The 2½-hour show began with Alen Ademovic taking center stage to pound out a rhythm on a bass drum known as a Goc. Ademovic, who also boasts a beautifully wounded voice, was joined by the five other members of Bregovic's Gypsy Brass Band.

Not via the stage; they entered through the crowd, blaring their driving horns.

It's a style of traditional horn music made famous at the Dragacevski Sabor, one of the world's most vibrant music festivals. Every year since 1960, hundreds of thousands of music fans have traveled the winding roads to Guca, a village of 3,000 nestled in the mountains of western Serbia.

Bregovic, who resides in Paris and Belgrade, has been accused by purists of rebranding the Gypsy horn music of Serbia as his own. But as he showed Monday, this is, in essence, world music -- forged out of diverse, disparate elements into something new and vibrant.

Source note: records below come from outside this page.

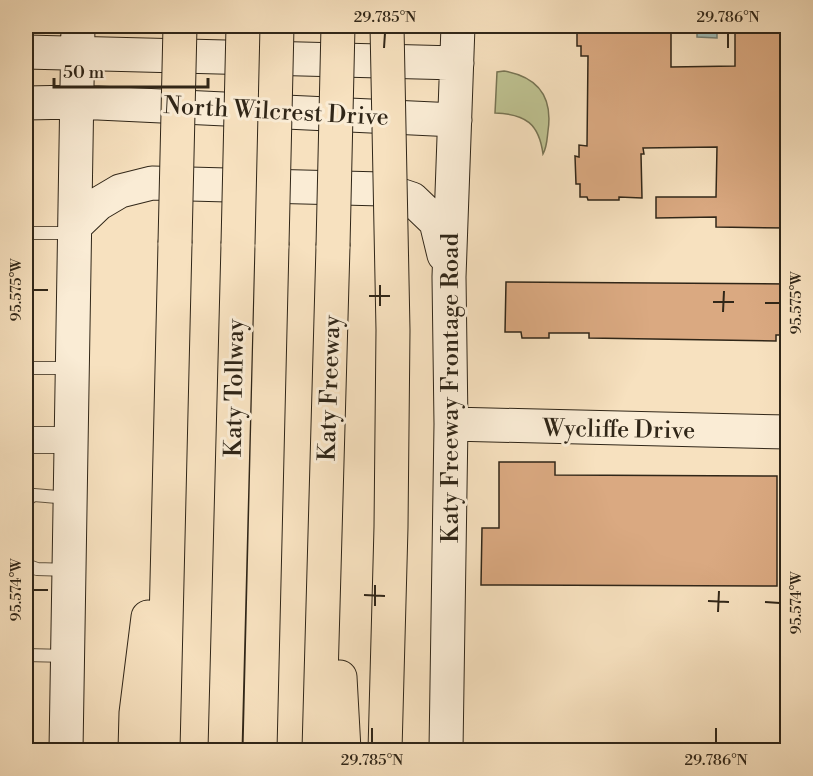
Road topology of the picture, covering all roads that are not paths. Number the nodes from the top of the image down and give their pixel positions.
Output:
1 (180, 26) edge
2 (243, 26) edge
3 (277, 26) edge
4 (338, 26) edge
5 (387, 26) edge
6 (458, 26) edge
7 (78, 39) edge
8 (26, 52) edge
9 (457, 63) junction
10 (77, 102) junction
11 (26, 103) edge
12 (454, 120) junction
13 (75, 230) junction
14 (26, 233) edge
15 (449, 277) junction
16 (26, 368) edge
17 (72, 368) junction
18 (171, 418) junction
19 (451, 424) junction
20 (788, 432) edge
21 (26, 440) edge
22 (72, 440) junction
23 (327, 458) junction
24 (70, 498) junction
25 (26, 500) edge
26 (26, 565) edge
27 (69, 570) junction
28 (26, 655) edge
29 (68, 656) junction
30 (66, 750) edge
31 (135, 750) edge
32 (164, 750) edge
33 (225, 750) edge
34 (260, 750) edge
35 (319, 750) edge
36 (344, 750) edge
37 (385, 750) edge
38 (446, 750) edge

1 - 18 highway, bridge
2 - 33 highway, Katy Tollway, bridge
3 - 34 highway, Katy Tollway, bridge
4 - 23 highway, Katy Freeway, bridge
5 - 37 highway, bridge
6 - 9 main road, Katy Freeway Frontage Road
7 - 8 main road, North Wilcrest Drive
7 - 9 main road, North Wilcrest Drive
7 - 10 main road
9 - 12 main road, Katy Freeway Frontage Road
10 - 11 main road, North Wilcrest Drive
10 - 12 main road, North Wilcrest Drive
10 - 13 main road
12 - 15 main road, Katy Freeway Frontage Road
13 - 14 lane
13 - 15 main road
13 - 17 main road
15 - 19 main road, Katy Freeway Frontage Road
16 - 17 lane
17 - 22 main road
18 - 31 highway
18 - 32 highway
19 - 20 main road, Wycliffe Drive
19 - 38 main road, Katy Freeway Frontage Road
21 - 22 street
22 - 24 main road
23 - 35 highway, Katy Freeway
23 - 36 highway
24 - 25 lane
24 - 27 main road
26 - 27 lane
27 - 29 main road
28 - 29 lane
29 - 30 main road

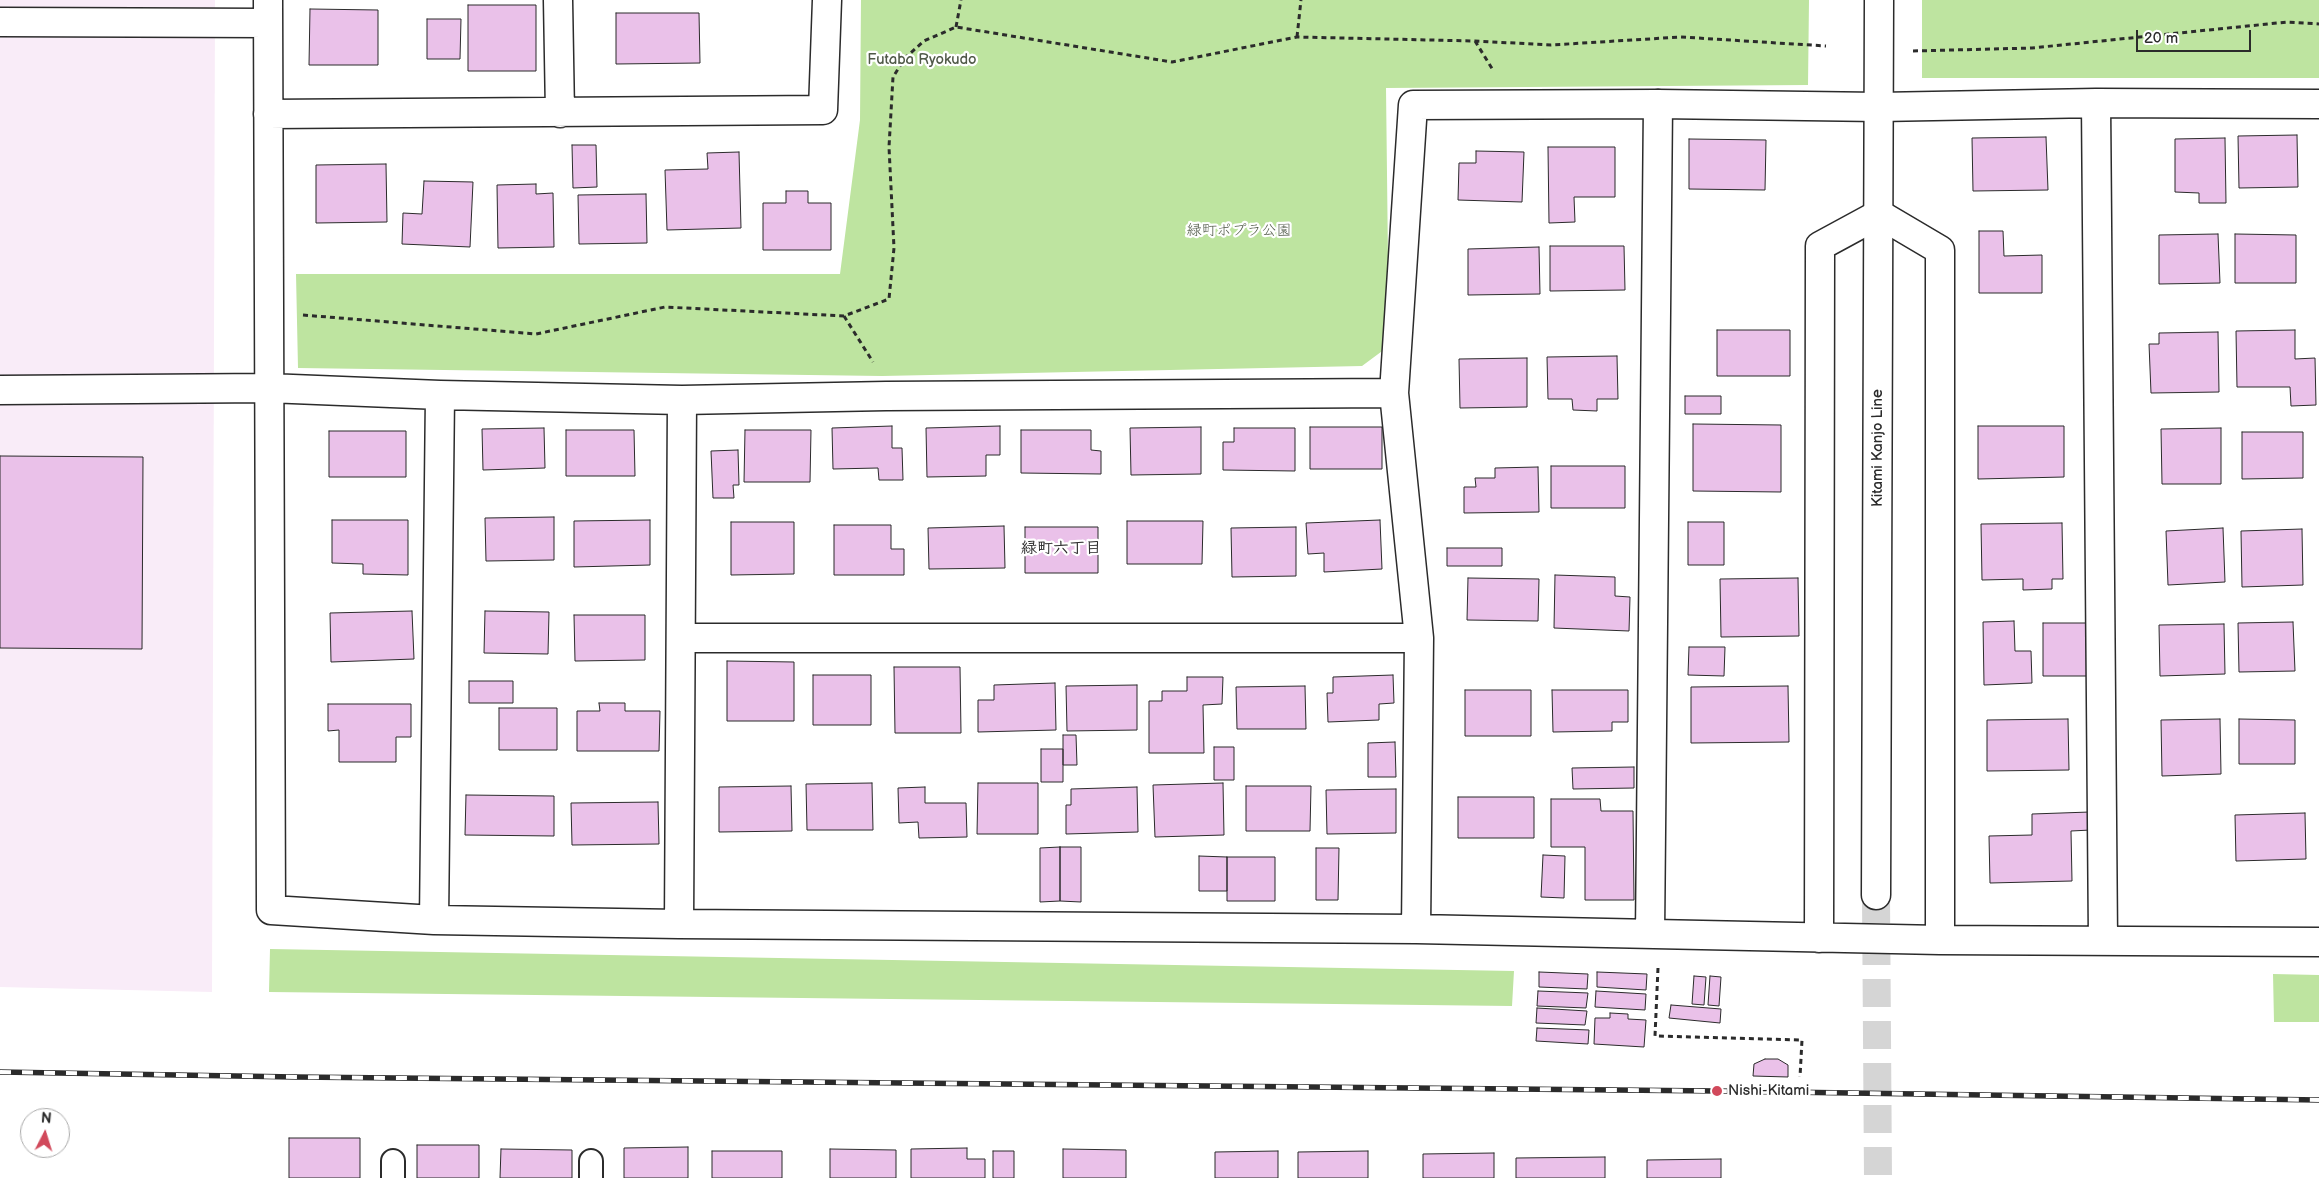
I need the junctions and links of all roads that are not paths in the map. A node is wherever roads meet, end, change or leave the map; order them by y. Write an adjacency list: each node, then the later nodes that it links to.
1 (558, 0): 10 (street)
2 (827, 0): 10 (street)
3 (1879, 0): 9 (street, Kitami Kanjo Line)
4 (268, 12): 5 (street); 11 (street)
5 (0, 22)
6 (2096, 103): 8 (street); 9 (street); 26 (street)
7 (1658, 104): 9 (street); 15 (street); 24 (street)
8 (2319, 104)
9 (1879, 107): 12 (street, Kitami Kanjo Line)
10 (560, 113): 11 (street)
11 (268, 114): 13 (street)
12 (1879, 214): 20 (street, Kitami Kanjo Line); 25 (street); 27 (street)
13 (268, 388): 14 (street); 16 (street); 21 (street)
14 (0, 390)
15 (1394, 393): 17 (street); 19 (street)
16 (440, 395): 17 (street); 21 (street)
17 (682, 400): 18 (street)
18 (682, 638): 19 (street); 22 (street)
19 (1419, 638): 23 (street)
20 (1876, 895)
21 (434, 920): 22 (street)
22 (679, 924): 23 (street)
23 (1416, 930): 24 (street)
24 (1655, 934): 25 (street)
25 (1819, 938): 27 (street)
26 (2103, 939): 27 (street); 28 (street)
27 (1940, 940)
28 (2319, 942)

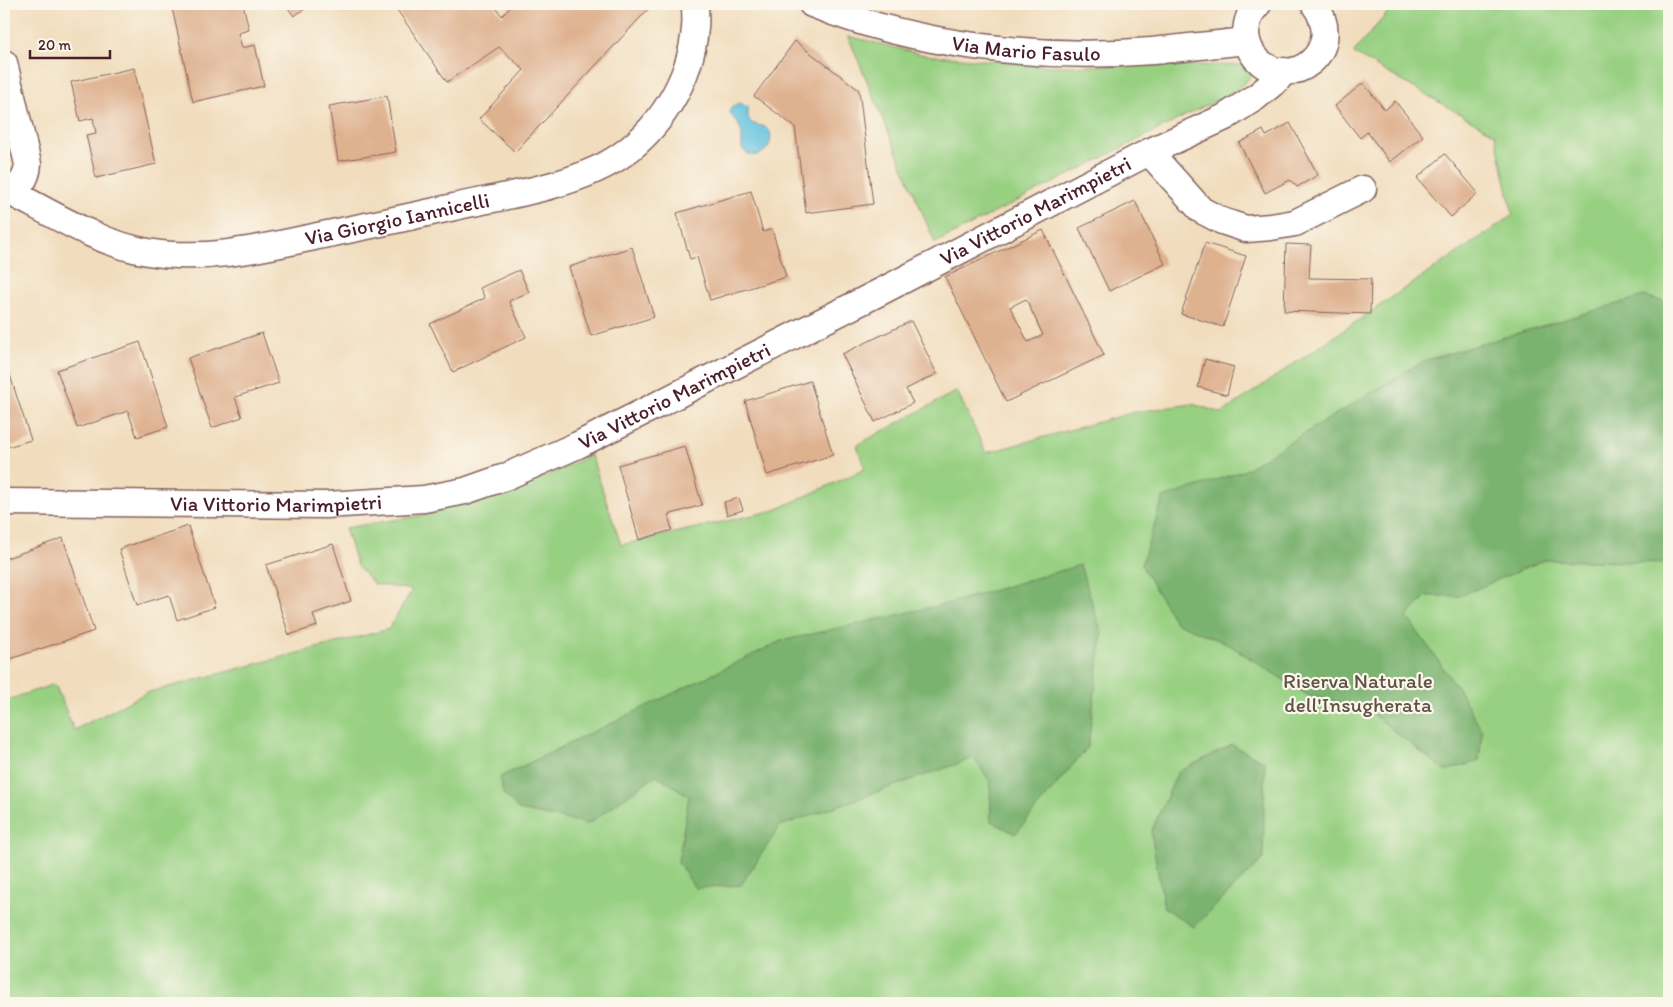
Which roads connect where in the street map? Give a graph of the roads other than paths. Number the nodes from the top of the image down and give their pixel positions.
1 (695, 4) edge
2 (812, 4) edge
3 (1258, 4) edge
4 (1314, 4) edge
5 (1247, 40) junction
6 (4, 63) edge
7 (1284, 72) junction
8 (1149, 152) junction
9 (1363, 188) dead end
10 (7, 193) edge
11 (4, 502) edge

1 - 10 street, Via Giorgio Iannicelli
2 - 5 street, Via Mario Fasulo
3 - 5 street
4 - 7 street
5 - 7 street
6 - 10 street
7 - 8 street, Via Vittorio Marimpietri
8 - 9 street
8 - 11 street, Via Vittorio Marimpietri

His Bulgarian singers -- dressed in traditional garb and armed with throaty, ululating voices -- made songs such as "Venzinatiko" sound wounded, not just driving. Bregovic's string quartet matched plucked rhythms with elegant atmosphere. And his Sextet of Male Voices deftly mixed bellowed baritones with a sweet harmony.

But it was the horns that gave Cleveland a taste of Guca.

Stojan Dimov's wild yet melodic saxophone on "Ciribiribela" made audience members forget that they were in a theater -- inspiring them to clap along and dance in the aisles.

By the time Bregovic and his band lit into his moody yet jumpy "Mesecina," the Ohio Theatre almost felt like the movie in which the song appears -- Kusturica's 1995 Palme d'Or-winning dark war comedy "Underground."

Bregovic and his band got looser as the party went on, playing off the audience and one another.

The 30-minute encore opened with a traditional war song, then veered full force with a frenzied version of "Kalasnikov," also from "Underground." Rather than end with a horn frenzy, though, Bregovic called his string players and male choir back onstage for a moody finale that mixed up the elements.

Gypsy horns. Balkan folk. European choral music.

In other words, a world of music inspired by a little village far, far away.